Correlates of Restricted and Repetitive Behaviours: The Role and Anxiety and Intolerance of Uncertainty. Insights Directly from Young People with ASD

Friday, May 13, 2016: 11:30 AM-1:30 PM
Hall A (Baltimore Convention Center)
J. Rodgers1, E. Honey2 and C. Joyce3, (1)Newcastle University, Newcastle Upon Tyne, United Kingdom, (2)CNDS, Northumbria Tyne and Wear NHS Foundation Trust, Newcastle Upon Tyne, United Kingdom, (3)Newcastle University, Newcastle, United Kingdom
Background:  Restricted and Repetitive Behaviours (RRB) such as repetitive movements, routines, restricted interests, and resistance to change can interfere with the ability to learn new skills and take part in daily living. Despite their ubiquity in ASD, research into RRB is relatively neglected in comparison to other features of the disorder. In order to reduce the potential negative consequences of RRB, research is required which provides information about the motivators for and correlates of RRB to inform the development of effective and targeted interventions. Some research suggests a relationship between RRB and anxiety and intolerance of uncertainty (IU) in ASD. This research is based on parental report of these phenomena with no research investigating these relationships by gaining information directly from people with ASD.

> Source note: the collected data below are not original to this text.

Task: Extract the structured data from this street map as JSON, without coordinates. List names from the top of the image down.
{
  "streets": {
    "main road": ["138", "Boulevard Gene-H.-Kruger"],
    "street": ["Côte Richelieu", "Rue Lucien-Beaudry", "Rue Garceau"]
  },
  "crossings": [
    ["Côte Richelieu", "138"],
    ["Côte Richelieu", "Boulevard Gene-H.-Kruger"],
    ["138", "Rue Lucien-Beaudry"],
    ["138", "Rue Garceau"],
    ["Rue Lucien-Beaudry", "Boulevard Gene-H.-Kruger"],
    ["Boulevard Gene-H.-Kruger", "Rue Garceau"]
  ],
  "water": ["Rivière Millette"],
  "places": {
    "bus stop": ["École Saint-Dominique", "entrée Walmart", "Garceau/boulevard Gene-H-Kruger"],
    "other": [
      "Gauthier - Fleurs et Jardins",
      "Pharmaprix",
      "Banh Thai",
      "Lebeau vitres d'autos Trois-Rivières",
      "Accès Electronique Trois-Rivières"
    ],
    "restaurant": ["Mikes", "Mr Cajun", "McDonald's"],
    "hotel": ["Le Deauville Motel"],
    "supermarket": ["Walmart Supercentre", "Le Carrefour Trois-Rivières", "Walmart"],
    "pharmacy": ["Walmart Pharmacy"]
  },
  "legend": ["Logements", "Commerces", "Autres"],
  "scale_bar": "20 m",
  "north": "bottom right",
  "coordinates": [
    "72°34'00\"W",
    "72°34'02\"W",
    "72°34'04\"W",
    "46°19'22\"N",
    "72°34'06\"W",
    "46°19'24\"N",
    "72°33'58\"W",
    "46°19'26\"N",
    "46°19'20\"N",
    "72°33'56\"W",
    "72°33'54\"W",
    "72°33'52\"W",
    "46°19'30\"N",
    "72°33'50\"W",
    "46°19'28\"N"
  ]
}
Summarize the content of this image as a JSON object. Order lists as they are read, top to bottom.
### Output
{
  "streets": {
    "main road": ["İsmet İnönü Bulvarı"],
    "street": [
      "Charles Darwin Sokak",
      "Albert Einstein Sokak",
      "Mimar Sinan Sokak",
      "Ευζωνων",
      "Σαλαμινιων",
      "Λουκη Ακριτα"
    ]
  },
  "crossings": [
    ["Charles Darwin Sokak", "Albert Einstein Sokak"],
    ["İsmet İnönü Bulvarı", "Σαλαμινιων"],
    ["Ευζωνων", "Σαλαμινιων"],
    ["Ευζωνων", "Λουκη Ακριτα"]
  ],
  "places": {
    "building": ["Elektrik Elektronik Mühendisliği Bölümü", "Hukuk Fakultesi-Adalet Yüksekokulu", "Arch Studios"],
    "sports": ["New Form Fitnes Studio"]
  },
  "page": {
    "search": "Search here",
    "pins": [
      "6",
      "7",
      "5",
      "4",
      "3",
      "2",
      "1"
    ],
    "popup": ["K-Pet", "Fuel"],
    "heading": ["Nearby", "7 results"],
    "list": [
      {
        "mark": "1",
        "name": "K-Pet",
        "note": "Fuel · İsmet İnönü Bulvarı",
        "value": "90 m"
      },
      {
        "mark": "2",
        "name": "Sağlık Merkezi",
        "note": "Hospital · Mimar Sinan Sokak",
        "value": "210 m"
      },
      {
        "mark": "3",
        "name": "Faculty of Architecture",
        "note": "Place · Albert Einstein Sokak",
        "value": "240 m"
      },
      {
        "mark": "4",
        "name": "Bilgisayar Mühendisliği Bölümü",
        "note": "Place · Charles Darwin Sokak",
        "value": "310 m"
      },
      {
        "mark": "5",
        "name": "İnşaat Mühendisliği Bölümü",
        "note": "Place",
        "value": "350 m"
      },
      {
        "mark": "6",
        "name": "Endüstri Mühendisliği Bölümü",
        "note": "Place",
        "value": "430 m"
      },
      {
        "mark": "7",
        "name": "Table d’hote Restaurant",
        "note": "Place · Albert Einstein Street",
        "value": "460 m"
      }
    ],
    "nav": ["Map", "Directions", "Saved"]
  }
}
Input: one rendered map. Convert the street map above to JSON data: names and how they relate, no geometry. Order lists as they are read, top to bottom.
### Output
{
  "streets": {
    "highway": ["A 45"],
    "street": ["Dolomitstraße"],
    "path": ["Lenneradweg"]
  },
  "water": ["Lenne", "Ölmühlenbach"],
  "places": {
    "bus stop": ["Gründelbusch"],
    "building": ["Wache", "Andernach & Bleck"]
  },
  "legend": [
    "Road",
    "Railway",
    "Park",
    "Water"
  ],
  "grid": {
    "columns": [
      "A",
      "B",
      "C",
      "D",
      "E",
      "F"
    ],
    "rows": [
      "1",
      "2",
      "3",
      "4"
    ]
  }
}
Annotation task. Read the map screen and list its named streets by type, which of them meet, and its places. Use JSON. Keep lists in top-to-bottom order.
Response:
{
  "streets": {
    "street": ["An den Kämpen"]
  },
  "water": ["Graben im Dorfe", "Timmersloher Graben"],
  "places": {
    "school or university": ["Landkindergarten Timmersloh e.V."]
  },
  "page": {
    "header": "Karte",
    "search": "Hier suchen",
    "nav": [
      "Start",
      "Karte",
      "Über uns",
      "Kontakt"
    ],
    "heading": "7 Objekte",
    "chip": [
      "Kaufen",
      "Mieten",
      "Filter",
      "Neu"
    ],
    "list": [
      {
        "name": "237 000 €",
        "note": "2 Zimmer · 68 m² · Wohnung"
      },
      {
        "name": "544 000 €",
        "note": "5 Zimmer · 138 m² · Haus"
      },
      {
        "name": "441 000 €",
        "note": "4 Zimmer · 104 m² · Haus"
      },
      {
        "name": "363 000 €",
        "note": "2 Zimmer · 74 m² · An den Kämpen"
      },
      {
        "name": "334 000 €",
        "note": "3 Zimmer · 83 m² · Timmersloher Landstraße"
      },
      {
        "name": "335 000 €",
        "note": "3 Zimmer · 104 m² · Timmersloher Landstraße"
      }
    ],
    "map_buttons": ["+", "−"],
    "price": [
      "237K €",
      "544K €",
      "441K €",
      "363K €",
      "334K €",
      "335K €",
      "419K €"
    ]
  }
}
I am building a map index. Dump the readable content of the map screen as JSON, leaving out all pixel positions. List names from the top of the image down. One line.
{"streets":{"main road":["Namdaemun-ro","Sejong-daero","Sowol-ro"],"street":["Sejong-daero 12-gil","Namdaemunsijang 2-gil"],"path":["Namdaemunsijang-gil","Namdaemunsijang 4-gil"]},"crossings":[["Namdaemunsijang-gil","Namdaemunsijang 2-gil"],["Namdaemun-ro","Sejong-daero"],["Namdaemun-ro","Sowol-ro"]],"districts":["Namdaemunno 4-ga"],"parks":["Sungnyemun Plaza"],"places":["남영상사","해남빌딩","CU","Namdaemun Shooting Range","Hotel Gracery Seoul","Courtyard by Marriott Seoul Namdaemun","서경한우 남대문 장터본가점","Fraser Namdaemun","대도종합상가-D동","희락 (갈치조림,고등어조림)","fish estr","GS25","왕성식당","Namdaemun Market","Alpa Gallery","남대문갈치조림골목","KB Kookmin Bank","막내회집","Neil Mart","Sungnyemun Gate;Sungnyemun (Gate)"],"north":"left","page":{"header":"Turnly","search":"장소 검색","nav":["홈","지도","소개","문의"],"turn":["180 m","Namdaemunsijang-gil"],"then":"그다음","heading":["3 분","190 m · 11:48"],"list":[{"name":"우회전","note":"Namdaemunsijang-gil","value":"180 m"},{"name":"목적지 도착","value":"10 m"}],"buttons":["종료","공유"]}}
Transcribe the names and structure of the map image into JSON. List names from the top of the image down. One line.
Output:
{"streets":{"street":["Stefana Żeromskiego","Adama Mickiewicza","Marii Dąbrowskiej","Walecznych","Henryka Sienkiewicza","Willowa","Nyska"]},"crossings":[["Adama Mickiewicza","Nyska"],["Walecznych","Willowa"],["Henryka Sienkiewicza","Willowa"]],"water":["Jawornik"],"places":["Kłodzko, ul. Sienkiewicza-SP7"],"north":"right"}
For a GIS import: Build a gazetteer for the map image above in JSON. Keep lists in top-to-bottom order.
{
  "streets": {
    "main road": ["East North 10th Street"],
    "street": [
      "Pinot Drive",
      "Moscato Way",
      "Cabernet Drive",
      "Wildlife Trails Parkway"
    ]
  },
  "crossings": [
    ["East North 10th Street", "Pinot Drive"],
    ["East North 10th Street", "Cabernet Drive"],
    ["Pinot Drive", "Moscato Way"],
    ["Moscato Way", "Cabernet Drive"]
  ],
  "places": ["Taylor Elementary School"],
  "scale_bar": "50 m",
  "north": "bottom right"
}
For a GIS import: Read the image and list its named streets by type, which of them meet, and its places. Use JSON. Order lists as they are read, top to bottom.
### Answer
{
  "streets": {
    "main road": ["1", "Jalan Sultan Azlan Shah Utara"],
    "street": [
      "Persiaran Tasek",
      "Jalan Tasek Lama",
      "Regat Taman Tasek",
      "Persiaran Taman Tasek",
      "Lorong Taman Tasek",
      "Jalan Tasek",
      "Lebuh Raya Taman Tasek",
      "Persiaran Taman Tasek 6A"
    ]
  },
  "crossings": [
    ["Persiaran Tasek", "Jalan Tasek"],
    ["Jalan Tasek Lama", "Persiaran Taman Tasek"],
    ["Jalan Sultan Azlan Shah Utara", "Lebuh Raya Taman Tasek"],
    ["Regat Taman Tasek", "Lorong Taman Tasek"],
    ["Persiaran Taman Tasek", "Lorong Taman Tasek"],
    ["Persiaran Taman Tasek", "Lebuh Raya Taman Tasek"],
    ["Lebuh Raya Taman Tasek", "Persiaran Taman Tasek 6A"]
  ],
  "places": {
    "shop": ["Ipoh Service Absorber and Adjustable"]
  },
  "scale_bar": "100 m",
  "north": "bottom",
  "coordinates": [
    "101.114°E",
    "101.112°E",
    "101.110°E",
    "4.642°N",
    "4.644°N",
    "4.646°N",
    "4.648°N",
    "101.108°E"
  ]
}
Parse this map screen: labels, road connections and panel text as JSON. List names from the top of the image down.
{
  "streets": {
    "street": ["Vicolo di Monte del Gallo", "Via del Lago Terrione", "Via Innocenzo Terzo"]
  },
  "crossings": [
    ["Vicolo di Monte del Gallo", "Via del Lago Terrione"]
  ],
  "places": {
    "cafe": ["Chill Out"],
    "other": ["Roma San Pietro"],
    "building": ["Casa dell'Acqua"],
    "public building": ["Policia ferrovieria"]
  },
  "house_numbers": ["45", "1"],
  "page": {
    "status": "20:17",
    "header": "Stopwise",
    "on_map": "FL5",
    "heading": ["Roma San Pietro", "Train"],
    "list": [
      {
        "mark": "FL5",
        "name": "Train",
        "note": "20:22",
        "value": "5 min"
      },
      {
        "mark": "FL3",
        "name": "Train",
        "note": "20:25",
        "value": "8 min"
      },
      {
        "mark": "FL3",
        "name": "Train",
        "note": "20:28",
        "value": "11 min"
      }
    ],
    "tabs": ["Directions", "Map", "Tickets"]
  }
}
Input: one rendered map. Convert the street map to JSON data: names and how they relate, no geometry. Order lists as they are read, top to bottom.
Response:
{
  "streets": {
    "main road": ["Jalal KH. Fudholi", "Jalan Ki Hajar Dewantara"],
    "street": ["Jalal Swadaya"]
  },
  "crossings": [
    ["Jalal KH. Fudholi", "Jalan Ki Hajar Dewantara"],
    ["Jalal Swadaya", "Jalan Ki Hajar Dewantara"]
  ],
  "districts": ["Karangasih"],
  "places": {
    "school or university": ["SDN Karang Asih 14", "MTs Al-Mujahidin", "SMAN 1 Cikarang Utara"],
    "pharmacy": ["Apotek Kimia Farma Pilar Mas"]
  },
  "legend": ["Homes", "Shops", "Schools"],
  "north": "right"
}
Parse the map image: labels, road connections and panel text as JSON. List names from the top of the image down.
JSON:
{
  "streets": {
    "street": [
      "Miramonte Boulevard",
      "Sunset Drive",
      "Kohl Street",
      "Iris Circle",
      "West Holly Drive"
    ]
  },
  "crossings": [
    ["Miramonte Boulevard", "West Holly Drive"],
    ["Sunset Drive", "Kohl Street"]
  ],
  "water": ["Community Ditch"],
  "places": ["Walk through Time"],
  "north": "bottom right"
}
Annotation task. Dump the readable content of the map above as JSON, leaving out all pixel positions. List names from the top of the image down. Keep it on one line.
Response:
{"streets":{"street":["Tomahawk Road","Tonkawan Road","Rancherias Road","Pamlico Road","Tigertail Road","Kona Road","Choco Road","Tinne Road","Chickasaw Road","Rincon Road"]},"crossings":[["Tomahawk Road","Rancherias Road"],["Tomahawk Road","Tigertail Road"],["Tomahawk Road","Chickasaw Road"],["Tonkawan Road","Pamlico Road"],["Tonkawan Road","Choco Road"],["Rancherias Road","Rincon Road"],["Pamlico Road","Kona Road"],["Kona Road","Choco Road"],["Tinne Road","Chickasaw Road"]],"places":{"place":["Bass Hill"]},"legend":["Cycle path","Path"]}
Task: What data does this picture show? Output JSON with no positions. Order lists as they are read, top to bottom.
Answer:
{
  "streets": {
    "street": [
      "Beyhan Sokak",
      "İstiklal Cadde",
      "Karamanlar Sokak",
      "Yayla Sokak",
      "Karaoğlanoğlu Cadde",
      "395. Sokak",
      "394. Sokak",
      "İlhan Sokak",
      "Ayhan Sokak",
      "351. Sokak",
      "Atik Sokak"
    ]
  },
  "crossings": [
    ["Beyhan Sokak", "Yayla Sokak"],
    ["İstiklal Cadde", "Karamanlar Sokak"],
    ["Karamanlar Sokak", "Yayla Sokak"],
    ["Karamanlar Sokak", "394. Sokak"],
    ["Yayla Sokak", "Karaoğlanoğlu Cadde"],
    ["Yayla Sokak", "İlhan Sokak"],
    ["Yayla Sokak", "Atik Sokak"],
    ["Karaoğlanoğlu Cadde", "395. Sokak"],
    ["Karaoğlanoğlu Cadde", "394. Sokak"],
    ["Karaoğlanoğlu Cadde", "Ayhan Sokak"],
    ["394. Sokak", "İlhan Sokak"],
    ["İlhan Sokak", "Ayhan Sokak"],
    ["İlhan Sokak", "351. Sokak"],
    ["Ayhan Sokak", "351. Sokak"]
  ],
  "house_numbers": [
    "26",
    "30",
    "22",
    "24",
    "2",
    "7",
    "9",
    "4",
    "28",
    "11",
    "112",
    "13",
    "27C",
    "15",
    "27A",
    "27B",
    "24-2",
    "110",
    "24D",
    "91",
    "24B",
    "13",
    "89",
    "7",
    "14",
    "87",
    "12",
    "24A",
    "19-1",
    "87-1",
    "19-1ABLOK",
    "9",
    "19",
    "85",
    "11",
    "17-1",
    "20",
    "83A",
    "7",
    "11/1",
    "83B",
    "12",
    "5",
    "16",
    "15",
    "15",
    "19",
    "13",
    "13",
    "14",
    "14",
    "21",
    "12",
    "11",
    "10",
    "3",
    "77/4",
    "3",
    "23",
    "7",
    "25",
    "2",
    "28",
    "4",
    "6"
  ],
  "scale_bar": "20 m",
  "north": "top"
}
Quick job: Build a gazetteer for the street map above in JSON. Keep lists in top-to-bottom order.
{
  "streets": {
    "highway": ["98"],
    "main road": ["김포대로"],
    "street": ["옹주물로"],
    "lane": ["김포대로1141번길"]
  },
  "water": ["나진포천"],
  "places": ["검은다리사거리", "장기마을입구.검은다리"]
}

This study aimed to further current understanding about the experience of RRB and how these behaviours may relate to uncertainty and anxiety in ASD by gaining information directly from young people with ASD and their parents.

Methods:  Nineteen families participated. Young people with ASD were aged between 13 and 20 (mean age 16 years 8 months). Young people with ASD and their parents completed the Repetitive Behaviour Questionnaire 2 (RBQ2), Spence Child Anxiety Scale (SCAS) and the Intolerance of Uncertainty Scale (IUS-12). Ten of the young people also took part in a novel semi-structured interview. The goal of the interview was to explore motivations for engagement in and cessation of a self-selected example of an RRB.


Significant correlations were found between both parent reported (r = .670, p = .002) and young person self-reported (r = .570, p = .042) RBB and anxiety. Parent reported young person intolerance of uncertainty and RBB were also significantly correlated (r = .560, p = .013). Thematic analysis of the interview data identified five themes (Insight into RRB, experience of RRB, motivating factors anxiety and uncertainty).


This study is the first to date to collect self-report information from young people with ASD about their RRB. This is important in two respects; firstly it provides evidence in support of existing findings that have previously only been evidenced through parent report and secondly it provides evidence that young people can self-report, providing support for such practices in ASD research. The results support and extend previous findings, demonstrating a significant positive relationship between parent reported RRB and anxiety. Further support is also provided for the centrality of the role of uncertainty to the relationship between anxiety and RRB in ASD.  This study has a number of implications for clinical practice, suggesting that consideration should be given the role of anxiety and IU in understanding RRB. Young people’s responses to the interview provide insight in to how clinicians can potentially engage young people in talking about their RRB.